I'm sure you also know how the Putin's friends used Facebook to help elect the
Pussy-Graber in Chief in the US or give an hand to Brexit supporters.

Maybe the problem is not the tool but how people use it?

------
zkar
Most of the conversation here is pros/cons of Signal vs. Telegram. The bigger
elephant in the room is whatsapp. Instead of telegram/signal trying to one up
each other, try to be better than whatsapp. Even then, you will need to get to
a critical mass usage to be useful which whatpass has already accomplished.

------
glitcher
The interesting takeaway for me is how unpredictable and sudden a large shift
away from a popular platform can be. This incident certainly isn't a big
tipping point for fb, but it does serve as a good reminder of how the network
effect does not necessarily lock a dominant player in permanently.

------
godot
I'm not advocating for any of Telegram, Signal, or any of FB's suite of apps,
just noting an observation from someone at my age group.

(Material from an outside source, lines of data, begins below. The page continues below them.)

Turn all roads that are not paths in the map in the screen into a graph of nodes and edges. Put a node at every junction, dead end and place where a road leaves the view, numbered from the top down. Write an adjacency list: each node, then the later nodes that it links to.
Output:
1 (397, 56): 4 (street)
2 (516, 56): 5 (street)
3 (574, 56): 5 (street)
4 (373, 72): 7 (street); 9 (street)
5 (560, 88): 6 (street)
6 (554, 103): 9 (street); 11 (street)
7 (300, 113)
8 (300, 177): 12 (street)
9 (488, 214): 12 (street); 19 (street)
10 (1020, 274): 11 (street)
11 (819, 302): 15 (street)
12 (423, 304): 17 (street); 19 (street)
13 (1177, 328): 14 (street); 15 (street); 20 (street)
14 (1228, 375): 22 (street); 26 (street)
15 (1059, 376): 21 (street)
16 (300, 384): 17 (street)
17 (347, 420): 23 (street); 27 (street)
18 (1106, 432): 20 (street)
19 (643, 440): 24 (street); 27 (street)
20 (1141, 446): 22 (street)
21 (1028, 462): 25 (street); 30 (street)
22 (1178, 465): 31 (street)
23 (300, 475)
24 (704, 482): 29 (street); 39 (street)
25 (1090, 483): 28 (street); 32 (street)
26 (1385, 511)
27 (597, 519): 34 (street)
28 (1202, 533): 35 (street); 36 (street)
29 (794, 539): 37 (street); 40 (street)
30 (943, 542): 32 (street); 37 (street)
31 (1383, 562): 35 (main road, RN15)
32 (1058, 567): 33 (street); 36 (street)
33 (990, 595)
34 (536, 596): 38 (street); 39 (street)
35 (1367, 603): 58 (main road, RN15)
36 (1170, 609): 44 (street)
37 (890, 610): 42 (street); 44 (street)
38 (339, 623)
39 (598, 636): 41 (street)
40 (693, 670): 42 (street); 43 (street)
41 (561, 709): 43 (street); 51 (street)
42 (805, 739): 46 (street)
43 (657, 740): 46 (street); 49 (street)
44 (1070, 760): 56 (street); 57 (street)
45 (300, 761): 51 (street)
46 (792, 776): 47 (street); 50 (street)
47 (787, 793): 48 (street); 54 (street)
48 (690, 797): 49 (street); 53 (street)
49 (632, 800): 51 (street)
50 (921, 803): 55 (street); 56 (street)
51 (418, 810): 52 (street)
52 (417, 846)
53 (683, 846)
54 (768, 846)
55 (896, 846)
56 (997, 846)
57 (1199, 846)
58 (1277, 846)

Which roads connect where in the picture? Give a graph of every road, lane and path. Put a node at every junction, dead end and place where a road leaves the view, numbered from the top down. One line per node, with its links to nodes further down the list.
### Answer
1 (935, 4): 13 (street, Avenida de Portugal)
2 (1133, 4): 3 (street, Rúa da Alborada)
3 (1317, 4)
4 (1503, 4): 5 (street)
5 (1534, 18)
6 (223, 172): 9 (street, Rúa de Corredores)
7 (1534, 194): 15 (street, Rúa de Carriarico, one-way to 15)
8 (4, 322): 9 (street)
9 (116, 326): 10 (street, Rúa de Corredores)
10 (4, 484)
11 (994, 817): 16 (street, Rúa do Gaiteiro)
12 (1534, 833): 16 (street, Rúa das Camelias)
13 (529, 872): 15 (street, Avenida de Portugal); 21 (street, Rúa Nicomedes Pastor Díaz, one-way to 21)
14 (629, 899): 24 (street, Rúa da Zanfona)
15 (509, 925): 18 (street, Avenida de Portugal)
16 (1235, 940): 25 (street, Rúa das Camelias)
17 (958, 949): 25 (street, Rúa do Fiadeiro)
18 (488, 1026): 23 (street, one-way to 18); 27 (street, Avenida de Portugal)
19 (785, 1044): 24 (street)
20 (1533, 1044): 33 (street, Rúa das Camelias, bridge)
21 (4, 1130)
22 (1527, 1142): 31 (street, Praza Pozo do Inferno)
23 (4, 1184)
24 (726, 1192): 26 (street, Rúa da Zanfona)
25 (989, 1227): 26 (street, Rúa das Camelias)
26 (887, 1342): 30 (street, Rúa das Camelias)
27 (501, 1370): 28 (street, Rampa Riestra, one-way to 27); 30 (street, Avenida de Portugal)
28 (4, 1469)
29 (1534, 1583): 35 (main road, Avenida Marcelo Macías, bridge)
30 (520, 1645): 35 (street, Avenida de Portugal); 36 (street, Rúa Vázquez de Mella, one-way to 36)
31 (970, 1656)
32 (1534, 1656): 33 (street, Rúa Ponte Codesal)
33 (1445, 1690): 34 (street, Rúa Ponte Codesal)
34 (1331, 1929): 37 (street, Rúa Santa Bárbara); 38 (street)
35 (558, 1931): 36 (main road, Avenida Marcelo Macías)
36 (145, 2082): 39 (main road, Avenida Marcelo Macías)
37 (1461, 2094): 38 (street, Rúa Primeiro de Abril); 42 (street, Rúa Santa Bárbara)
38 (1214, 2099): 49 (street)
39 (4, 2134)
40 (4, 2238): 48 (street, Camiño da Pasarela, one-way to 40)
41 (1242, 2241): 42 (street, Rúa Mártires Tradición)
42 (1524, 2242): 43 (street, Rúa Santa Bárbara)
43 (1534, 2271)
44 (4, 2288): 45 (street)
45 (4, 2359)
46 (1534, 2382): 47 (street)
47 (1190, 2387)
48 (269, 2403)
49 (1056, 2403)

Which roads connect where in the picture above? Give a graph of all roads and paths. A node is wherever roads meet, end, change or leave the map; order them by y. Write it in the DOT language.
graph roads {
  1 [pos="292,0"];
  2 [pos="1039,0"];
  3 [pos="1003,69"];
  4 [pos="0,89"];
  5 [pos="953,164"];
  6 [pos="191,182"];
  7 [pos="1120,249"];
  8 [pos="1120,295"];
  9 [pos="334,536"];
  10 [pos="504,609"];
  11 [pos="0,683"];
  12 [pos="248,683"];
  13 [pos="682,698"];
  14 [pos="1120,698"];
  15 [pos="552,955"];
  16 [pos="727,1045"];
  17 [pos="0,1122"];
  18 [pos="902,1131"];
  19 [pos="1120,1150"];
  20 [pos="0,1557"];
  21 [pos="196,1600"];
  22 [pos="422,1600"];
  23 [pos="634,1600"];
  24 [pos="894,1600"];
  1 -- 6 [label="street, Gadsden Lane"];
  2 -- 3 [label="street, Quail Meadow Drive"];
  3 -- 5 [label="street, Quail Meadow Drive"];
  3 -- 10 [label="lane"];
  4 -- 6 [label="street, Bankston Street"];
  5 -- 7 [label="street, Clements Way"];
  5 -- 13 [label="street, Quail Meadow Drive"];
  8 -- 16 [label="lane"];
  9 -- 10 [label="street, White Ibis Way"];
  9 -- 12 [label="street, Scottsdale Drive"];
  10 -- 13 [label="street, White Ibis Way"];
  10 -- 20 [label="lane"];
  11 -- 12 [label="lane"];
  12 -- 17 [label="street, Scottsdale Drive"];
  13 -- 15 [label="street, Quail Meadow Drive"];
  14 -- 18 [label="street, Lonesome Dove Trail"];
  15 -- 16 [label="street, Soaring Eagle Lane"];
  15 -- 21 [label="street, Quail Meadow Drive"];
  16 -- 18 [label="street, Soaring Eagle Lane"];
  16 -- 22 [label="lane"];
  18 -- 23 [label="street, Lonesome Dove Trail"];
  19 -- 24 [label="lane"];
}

Most/all of my non-tech-savvy friends and relatives wouldn't even have heard
of Telegram or Signal or any other messaging apps. My tech-savvy friends tend
to be busy with their lives (most of my friends are 30+ and have family and
kids to take care of), and when FB is down for 24 hours they tend to just not
use FB or Whatsapp and "wait it out"; it's not like they have to message
anyone while at work.

I guess the 3M signups are mostly teeangers and young adults? I'm really not
sure how anyone 30+ with a family really care enough about messaging friends
on an app to switch apps (by installing a new one even!) when their usual one
is down for a day. Most probably fall back to SMS even if some are on paid per
message plans.

------
czei002
Unfortunately Telegram nor Signal supports federation. I find it bit funny
that people move from one wallet garden to the next one 8-)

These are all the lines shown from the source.